Your goal
Please copy every line from the records below that contains the string "change".

[Collected data]

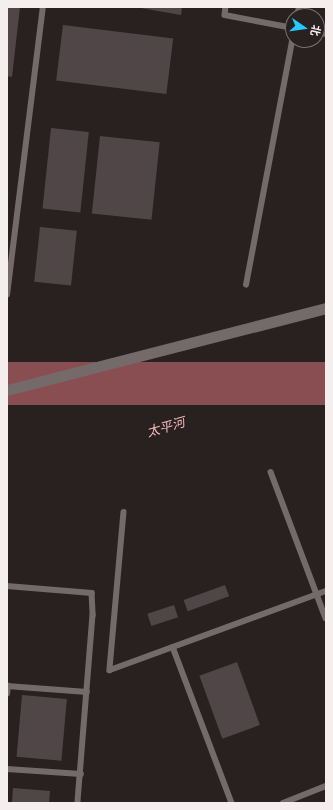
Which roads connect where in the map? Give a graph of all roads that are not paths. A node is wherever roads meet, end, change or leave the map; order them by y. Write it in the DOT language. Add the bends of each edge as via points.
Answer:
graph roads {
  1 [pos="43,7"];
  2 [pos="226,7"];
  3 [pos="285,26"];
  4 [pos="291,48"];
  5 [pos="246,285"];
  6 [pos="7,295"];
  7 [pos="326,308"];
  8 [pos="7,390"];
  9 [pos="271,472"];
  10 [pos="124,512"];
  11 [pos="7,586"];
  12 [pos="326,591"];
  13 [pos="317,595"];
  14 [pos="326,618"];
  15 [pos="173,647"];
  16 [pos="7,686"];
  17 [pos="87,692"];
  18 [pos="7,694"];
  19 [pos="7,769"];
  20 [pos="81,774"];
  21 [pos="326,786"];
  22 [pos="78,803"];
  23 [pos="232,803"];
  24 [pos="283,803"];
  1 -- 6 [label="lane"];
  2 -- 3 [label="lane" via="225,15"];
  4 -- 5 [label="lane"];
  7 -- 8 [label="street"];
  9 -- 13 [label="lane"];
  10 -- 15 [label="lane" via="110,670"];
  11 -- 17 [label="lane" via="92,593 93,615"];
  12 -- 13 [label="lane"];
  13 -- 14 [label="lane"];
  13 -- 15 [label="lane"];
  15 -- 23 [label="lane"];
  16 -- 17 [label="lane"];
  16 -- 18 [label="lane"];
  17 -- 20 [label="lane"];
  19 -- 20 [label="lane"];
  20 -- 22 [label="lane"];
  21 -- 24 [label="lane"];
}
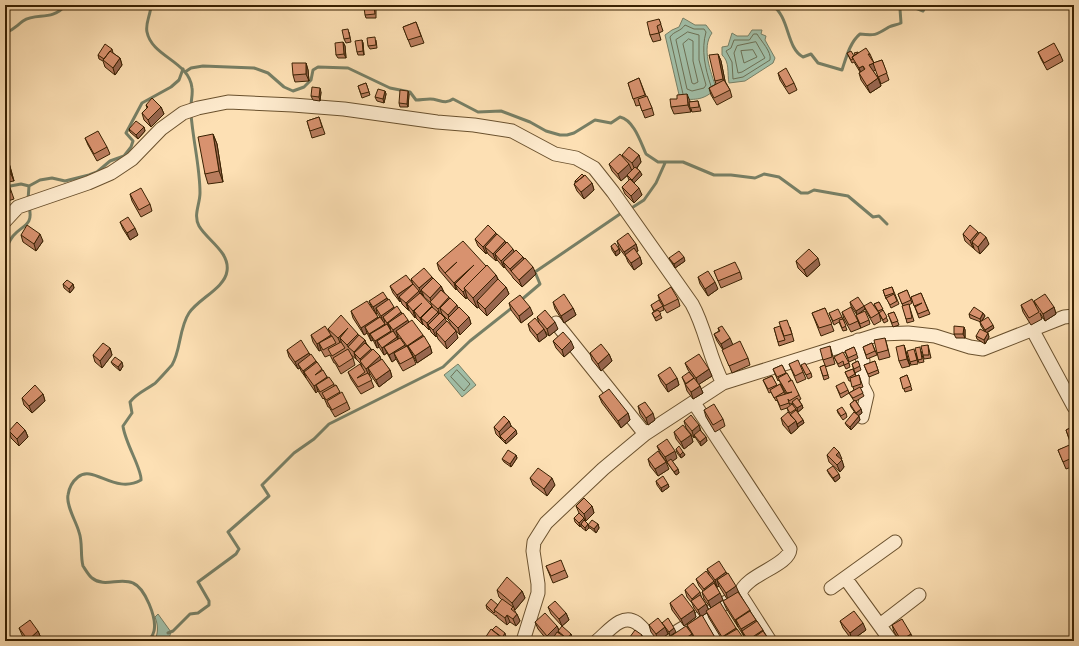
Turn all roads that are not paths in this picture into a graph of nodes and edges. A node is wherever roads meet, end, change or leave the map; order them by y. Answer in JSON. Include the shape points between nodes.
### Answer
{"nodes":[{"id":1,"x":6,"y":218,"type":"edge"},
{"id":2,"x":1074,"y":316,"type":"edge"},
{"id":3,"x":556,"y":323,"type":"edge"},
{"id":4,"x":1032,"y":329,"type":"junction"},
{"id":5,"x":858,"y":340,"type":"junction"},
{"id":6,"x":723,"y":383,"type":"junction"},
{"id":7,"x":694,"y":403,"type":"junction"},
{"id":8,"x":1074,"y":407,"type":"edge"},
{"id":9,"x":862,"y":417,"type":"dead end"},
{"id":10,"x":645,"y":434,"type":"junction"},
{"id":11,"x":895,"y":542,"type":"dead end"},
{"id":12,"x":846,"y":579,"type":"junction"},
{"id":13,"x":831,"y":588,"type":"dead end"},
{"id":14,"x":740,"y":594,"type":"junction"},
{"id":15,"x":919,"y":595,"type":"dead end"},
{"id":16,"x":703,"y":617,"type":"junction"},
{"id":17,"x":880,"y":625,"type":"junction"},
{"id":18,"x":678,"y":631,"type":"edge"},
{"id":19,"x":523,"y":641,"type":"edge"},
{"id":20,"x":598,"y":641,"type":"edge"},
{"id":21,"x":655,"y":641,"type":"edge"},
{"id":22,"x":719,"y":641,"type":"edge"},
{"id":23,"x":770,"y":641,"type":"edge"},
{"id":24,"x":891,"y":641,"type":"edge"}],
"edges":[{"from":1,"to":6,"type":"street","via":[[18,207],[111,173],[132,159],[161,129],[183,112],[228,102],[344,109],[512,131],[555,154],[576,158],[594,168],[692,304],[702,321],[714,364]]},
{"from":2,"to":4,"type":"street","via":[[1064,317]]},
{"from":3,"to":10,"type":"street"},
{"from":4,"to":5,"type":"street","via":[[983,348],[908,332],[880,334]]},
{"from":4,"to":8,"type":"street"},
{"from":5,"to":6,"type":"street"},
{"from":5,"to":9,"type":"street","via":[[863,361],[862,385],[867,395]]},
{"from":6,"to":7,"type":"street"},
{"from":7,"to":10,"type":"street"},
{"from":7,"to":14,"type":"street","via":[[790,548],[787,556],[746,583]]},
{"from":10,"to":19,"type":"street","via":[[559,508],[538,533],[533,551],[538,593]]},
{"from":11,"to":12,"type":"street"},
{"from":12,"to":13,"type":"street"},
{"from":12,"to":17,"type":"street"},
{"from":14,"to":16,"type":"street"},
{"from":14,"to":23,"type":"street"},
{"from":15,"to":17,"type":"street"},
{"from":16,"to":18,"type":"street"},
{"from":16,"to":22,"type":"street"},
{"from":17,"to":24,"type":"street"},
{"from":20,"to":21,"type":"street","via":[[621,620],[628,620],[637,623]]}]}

Solution for this task
Which roads connect where in the map? Give a graph of all roads that are not paths. A node is wherever roads meet, end, change or leave the map; order them by y. Write it in the DOT language. Add the bends of each edge as via points.
Turn all roads that are not paths in this picture into a graph of nodes and edges. A node is wherever roads meet, end, change or leave the map; order them by y. Answer in JSON. Include the shape points between nodes.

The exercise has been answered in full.